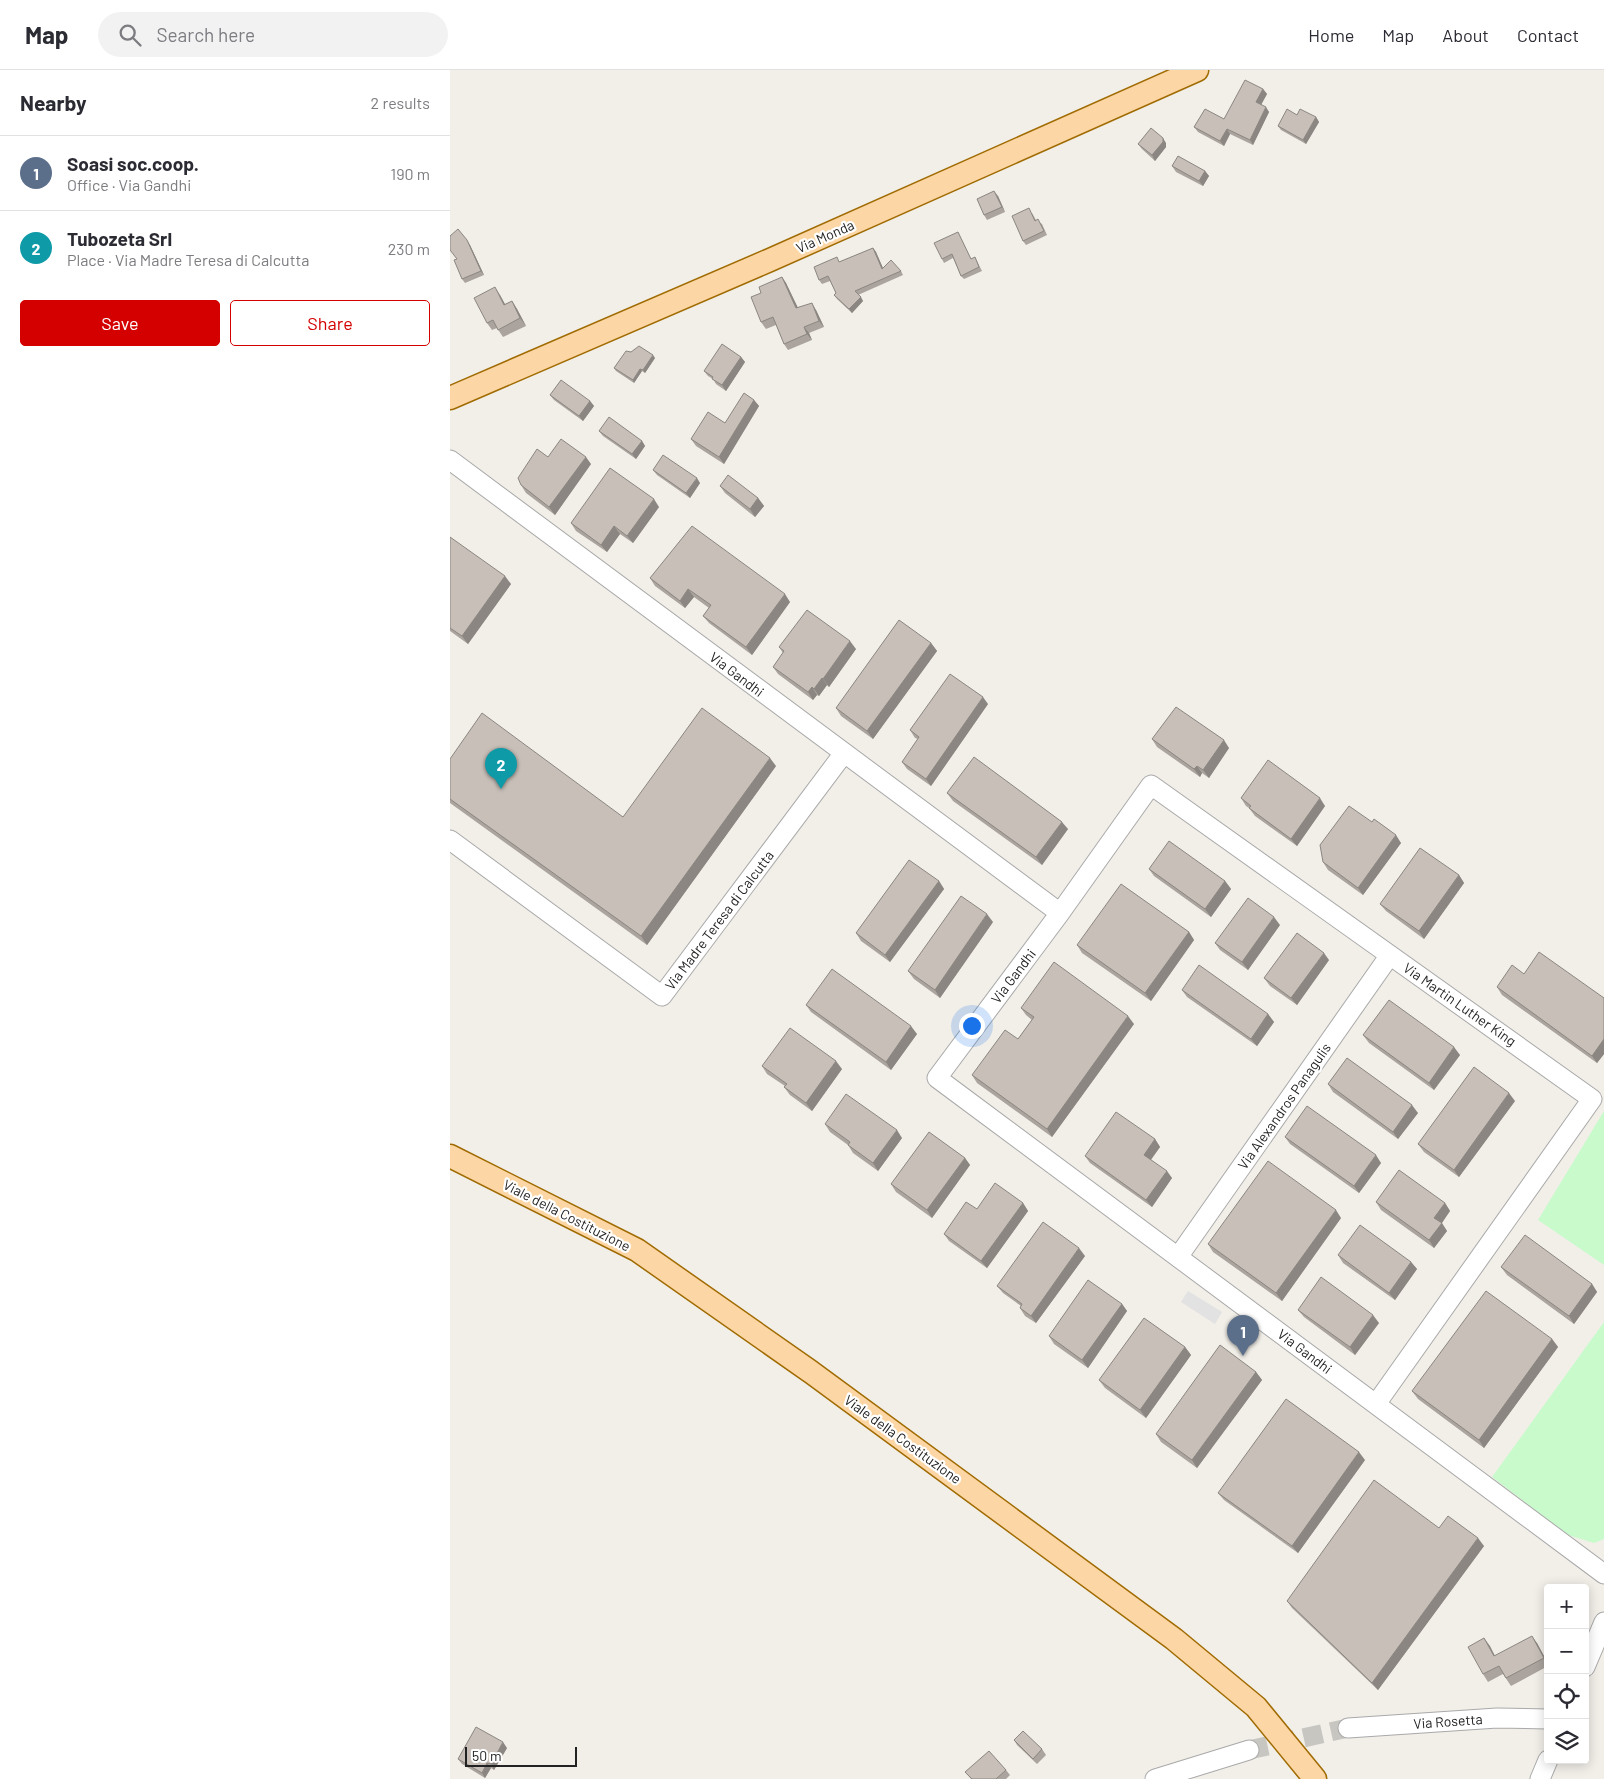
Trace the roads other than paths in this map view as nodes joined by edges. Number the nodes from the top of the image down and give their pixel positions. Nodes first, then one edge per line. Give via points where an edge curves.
1 (1198, 70) edge
2 (450, 398) edge
3 (450, 460) edge
4 (844, 753) junction
5 (450, 840) edge
6 (1060, 913) junction
7 (1390, 955) junction
8 (450, 1156) edge
9 (1178, 1257) junction
10 (1376, 1404) junction
11 (1604, 1574) edge
12 (1604, 1622) edge
13 (1589, 1658) edge
14 (1544, 1719) edge
15 (1348, 1728) tunnel mouth
16 (1249, 1750) tunnel mouth
17 (1546, 1764) edge
18 (1155, 1779) edge
19 (1315, 1779) edge
20 (1540, 1779) edge

1 - 2 main road, Via Monda
3 - 4 street, Via Gandhi
4 - 5 street, Via Madre Teresa di Calcutta via 662,996
4 - 6 street, Via Gandhi
6 - 7 street, Via Martin Luther King via 1151,784
6 - 9 street, Via Gandhi via 937,1078
7 - 9 street, Via Alexandros Panagulis
7 - 10 street, Via Martin Luther King via 1592,1099
8 - 19 main road, Viale della Costituzione via 637,1250 811,1372 1174,1638 1256,1707
9 - 10 street, Via Gandhi
10 - 11 street, Via Gandhi
12 - 13 street
14 - 15 street, Via Rosetta via 1497,1718
16 - 18 street
17 - 20 street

### PROBLEM DETAILS
Pictures are to be dropped; every line of the records is to be returned unchanged.

### SOLUTION TO THE PROBLEM
Trace the roads other than paths in this map view as nodes joined by edges. Number the nodes from the top of the image down and give their pixel positions. Nodes first, then one edge per line. Give via points where an edge curves.
1 (1198, 70) edge
2 (450, 398) edge
3 (450, 460) edge
4 (844, 753) junction
5 (450, 840) edge
6 (1060, 913) junction
7 (1390, 955) junction
8 (450, 1156) edge
9 (1178, 1257) junction
10 (1376, 1404) junction
11 (1604, 1574) edge
12 (1604, 1622) edge
13 (1589, 1658) edge
14 (1544, 1719) edge
15 (1348, 1728) tunnel mouth
16 (1249, 1750) tunnel mouth
17 (1546, 1764) edge
18 (1155, 1779) edge
19 (1315, 1779) edge
20 (1540, 1779) edge

1 - 2 main road, Via Monda
3 - 4 street, Via Gandhi
4 - 5 street, Via Madre Teresa di Calcutta via 662,996
4 - 6 street, Via Gandhi
6 - 7 street, Via Martin Luther King via 1151,784
6 - 9 street, Via Gandhi via 937,1078
7 - 9 street, Via Alexandros Panagulis
7 - 10 street, Via Martin Luther King via 1592,1099
8 - 19 main road, Viale della Costituzione via 637,1250 811,1372 1174,1638 1256,1707
9 - 10 street, Via Gandhi
10 - 11 street, Via Gandhi
12 - 13 street
14 - 15 street, Via Rosetta via 1497,1718
16 - 18 street
17 - 20 street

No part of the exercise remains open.